It was not until the 19th Century that solid evidence against this deterministic veiw was found. First of all, forces other than gravity (namely the electric and magnetic forces) had been discovered. Clearly there was more to understanding all of the forces acting on a particle than just understanding gravity. Further, Henri Poincare had shown that the behavior of even a small number of particles acting only under the force of gravity cannot be easily predicted. Poincare found that the motion of three or more particles under gravity can be quite complicated and although the motion is, in theory, exactly determined by Newton’s Laws and the force of gravity, in practice it cannot be predicted over long times. The problem is that the motion of such a system depends very sensitively on the initial positions and velocities of the particles involved. If one could specify these initial conditions with infinite accuracy then one could predict all of the future motion of the system (provided one had an infinite amount of time in which to do the calculation). In practice, though, one cannot know these initial conditions to infinite accuracy and it turns out that even very tiny errors in these values will lead to inaccurate prediction of the motion of the system after relatively short times.

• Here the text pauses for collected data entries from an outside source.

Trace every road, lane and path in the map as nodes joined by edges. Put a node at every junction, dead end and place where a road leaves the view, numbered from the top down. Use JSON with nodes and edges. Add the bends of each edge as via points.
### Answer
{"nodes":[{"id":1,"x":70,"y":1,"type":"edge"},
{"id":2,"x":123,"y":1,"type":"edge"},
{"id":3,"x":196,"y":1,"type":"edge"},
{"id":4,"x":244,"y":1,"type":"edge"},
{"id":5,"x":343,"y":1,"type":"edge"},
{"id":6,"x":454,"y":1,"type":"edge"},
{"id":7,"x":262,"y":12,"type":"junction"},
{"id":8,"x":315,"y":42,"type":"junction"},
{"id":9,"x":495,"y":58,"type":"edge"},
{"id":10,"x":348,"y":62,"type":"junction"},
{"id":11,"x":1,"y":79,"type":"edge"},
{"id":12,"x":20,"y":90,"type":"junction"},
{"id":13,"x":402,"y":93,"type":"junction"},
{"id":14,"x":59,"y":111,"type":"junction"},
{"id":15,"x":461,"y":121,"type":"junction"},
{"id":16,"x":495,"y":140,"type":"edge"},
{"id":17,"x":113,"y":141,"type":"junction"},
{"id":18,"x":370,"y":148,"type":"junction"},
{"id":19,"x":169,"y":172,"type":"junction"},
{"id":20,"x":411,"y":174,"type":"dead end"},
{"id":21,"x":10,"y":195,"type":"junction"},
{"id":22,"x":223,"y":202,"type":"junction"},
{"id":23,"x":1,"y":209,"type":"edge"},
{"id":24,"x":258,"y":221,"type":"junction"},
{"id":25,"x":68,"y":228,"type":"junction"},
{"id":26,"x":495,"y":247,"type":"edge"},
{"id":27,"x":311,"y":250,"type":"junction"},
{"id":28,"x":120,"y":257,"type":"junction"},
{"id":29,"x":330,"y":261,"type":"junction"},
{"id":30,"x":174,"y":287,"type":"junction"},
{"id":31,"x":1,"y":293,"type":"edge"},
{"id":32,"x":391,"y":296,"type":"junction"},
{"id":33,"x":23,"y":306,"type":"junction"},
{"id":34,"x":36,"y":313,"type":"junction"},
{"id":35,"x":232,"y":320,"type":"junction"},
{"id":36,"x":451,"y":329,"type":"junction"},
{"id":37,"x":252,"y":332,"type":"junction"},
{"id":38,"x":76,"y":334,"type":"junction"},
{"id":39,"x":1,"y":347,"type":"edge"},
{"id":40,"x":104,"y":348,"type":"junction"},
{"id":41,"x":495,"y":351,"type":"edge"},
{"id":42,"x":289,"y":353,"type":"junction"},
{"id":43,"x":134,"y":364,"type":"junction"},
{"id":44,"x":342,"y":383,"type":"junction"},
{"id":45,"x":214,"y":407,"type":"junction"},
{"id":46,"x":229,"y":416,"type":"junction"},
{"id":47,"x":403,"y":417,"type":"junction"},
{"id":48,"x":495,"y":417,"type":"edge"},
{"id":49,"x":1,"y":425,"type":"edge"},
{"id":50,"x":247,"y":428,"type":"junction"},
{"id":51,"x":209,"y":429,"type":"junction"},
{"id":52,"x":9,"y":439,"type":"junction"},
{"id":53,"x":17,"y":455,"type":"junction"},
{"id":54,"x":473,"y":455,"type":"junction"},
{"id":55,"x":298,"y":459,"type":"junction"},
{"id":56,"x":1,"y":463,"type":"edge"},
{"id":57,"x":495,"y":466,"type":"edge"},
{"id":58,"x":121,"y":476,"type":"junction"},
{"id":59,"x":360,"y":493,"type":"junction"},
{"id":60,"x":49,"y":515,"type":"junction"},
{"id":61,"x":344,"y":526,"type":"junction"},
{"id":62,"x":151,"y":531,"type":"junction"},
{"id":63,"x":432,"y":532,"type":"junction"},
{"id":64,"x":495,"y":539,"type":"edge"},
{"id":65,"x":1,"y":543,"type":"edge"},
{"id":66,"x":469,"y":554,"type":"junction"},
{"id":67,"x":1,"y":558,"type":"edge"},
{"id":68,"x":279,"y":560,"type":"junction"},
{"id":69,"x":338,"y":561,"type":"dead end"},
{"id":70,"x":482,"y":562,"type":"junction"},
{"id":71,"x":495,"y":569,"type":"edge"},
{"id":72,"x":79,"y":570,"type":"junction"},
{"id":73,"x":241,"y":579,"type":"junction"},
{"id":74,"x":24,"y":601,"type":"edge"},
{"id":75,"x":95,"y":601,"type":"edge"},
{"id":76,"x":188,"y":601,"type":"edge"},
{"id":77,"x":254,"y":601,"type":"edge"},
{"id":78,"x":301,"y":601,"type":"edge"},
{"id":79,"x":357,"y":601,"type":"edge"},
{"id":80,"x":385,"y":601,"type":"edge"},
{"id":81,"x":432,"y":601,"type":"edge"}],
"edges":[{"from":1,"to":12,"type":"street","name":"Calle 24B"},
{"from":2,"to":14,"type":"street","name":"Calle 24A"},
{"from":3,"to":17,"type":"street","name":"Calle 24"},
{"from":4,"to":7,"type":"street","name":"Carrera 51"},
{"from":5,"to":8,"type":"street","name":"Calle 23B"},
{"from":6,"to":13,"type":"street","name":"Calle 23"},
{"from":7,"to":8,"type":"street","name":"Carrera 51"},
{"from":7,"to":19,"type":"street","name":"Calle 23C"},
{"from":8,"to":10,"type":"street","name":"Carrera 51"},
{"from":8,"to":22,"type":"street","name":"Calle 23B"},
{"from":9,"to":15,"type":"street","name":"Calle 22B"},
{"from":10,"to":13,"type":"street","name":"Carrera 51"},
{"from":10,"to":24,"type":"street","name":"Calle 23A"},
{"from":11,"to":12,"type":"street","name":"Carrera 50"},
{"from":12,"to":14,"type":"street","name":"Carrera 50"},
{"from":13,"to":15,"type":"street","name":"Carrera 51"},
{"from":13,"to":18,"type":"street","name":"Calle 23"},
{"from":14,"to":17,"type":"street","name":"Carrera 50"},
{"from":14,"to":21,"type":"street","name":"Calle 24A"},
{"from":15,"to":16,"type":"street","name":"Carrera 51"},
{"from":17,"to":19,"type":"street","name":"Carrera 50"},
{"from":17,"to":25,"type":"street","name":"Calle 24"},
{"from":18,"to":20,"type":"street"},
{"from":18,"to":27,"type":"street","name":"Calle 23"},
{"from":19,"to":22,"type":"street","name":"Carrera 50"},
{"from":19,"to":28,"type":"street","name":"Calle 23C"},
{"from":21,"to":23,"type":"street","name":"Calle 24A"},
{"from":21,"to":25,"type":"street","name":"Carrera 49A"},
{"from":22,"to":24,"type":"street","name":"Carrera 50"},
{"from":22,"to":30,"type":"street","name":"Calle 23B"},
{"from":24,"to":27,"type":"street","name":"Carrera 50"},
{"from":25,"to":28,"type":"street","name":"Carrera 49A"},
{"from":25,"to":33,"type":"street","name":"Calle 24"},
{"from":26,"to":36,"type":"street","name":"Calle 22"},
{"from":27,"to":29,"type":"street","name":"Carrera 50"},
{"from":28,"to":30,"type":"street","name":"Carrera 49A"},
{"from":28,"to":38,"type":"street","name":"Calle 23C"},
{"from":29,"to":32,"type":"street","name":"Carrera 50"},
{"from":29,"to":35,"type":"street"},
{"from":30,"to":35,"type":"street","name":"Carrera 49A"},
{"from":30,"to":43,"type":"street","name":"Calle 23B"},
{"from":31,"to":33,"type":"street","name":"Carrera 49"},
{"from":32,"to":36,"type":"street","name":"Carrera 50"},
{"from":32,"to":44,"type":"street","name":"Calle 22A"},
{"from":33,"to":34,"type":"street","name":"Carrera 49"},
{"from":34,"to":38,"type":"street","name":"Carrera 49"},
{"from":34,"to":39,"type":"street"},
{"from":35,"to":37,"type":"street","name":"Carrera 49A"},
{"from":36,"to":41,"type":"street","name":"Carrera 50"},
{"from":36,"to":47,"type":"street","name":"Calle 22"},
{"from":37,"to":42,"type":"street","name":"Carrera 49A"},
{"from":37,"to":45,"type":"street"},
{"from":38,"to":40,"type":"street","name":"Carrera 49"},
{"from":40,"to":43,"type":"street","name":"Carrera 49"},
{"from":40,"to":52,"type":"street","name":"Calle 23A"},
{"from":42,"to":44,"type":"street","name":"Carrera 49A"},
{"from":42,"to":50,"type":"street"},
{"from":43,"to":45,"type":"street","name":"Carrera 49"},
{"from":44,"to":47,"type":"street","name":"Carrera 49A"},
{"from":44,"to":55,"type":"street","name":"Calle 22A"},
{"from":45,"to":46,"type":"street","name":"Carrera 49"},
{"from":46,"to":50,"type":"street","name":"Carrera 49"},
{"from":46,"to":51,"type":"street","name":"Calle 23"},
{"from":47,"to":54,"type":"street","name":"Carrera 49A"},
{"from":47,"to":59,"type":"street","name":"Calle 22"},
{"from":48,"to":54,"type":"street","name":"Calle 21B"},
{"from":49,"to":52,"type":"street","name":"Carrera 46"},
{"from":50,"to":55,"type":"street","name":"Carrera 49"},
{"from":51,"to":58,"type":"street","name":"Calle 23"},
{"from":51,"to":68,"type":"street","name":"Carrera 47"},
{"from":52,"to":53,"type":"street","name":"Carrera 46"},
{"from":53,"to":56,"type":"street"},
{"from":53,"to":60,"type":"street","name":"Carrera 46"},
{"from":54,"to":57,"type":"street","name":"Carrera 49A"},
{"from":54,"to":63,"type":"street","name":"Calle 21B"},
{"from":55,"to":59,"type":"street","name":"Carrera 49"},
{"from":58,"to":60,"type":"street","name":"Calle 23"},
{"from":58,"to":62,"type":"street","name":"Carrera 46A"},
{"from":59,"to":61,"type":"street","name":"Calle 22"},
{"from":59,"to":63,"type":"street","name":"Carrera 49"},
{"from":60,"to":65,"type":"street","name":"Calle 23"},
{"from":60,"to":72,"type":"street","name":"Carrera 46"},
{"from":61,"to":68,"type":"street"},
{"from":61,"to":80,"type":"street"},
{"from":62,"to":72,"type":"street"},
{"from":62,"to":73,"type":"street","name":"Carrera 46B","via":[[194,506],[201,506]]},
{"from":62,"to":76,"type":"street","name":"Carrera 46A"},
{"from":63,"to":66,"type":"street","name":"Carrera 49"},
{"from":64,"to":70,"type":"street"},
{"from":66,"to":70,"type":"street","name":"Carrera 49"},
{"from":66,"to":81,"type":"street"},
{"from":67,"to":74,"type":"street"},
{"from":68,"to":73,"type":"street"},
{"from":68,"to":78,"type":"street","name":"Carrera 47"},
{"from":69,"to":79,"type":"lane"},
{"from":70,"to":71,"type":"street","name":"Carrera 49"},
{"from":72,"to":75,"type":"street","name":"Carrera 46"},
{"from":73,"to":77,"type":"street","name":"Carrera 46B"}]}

More recently it has been found that many systems behave this way. With accurate initial conditions one can accurately predict the future motion for short times, but one can never predict the long-time behavior of the system. A system that has this property of unpredictability is referred to as chaotic. Chaos is defined mathematically as a situation in which the distance between two particles that start off in close to the same place, with close to the same velocity, increases exponentially with time. This property is referred to as “sensitive dependence on initial conditions” and it basically means that particles with nearly identical initial conditions can have drastically different motion as time goes on. This is the essence of chaos.
One way to distinguish between regular (non-chaotic) behavior and chaotic motion is by looking at a diagram called a Poincare surface of section (SOS). A SOS is a plot that shows the position (the x-coordinate of the plot) and velocity (the y-coordinate) of a particle at various times. This space that treats velocity as a coordinate along with position is called phase space. If the system has more than one spatial dimension then one must make a slice through the phase space (which has twice as many dimensions as the number of spatial dimensions: i.e. a 2D system has a 4-dimensional phase space) in order to create a 2D plot that can be printed on a page. In 1D systems that have forces that are periodic in time, one simply plots the position and velocity after each period. This type of SOS is called a strobe plot. Examples of strobe plots for a system with a mixed phase space (displaying both regular and chaotic behavior) are shown below. It is easy to distinguish between the regions of regular motion and the regions of chaotic motion. Regular motion appears as well-defined lines running through the phase space. Regions of chaotic motion, on the other hand, appear as a random jumble of points. Note that J denotes the velocity (or momentum) of the particle in the 1D system and the Greek letter Theta denotes the position.
The ellipse-shaped feature near J=20 in the plots is called a resonance. In a system where the forces are periodic in time, a resonance is a region of phase space where the natural period of motion in the system without the periodic forces is nearly equal to some integer multiple of the period of the forces. These resonances play and important role in the development of chaos in a system. In this system, the parameter denoted by the Greek letter epsilon controls the strength of the periodic forces. As the forces become stronger (epsilon is increased) the system becomes more chaotic as can be seen in the strobe plots shown here. This occurs because the system has several resonances. In figure (a) there is a chain of three elliptical “islands” visible near J=5. This is another resonance, in addition to the larger resonance near J=16. As the forces become stronger these resonances get larger. Wherever two resonances overlap a region of chaotic motion will be created. Thus, as the strength of the periodic forces is increased all of the resonances grow, overlap, and produce a large region of chaotic motion as seen in figure (c). This is essentially how chaos comes into being in systems like this. For other kinds of systems (e.g. systems with more than one spatial dimension, or systems without periodic forces) the details are different but the basic phenomenon is the same.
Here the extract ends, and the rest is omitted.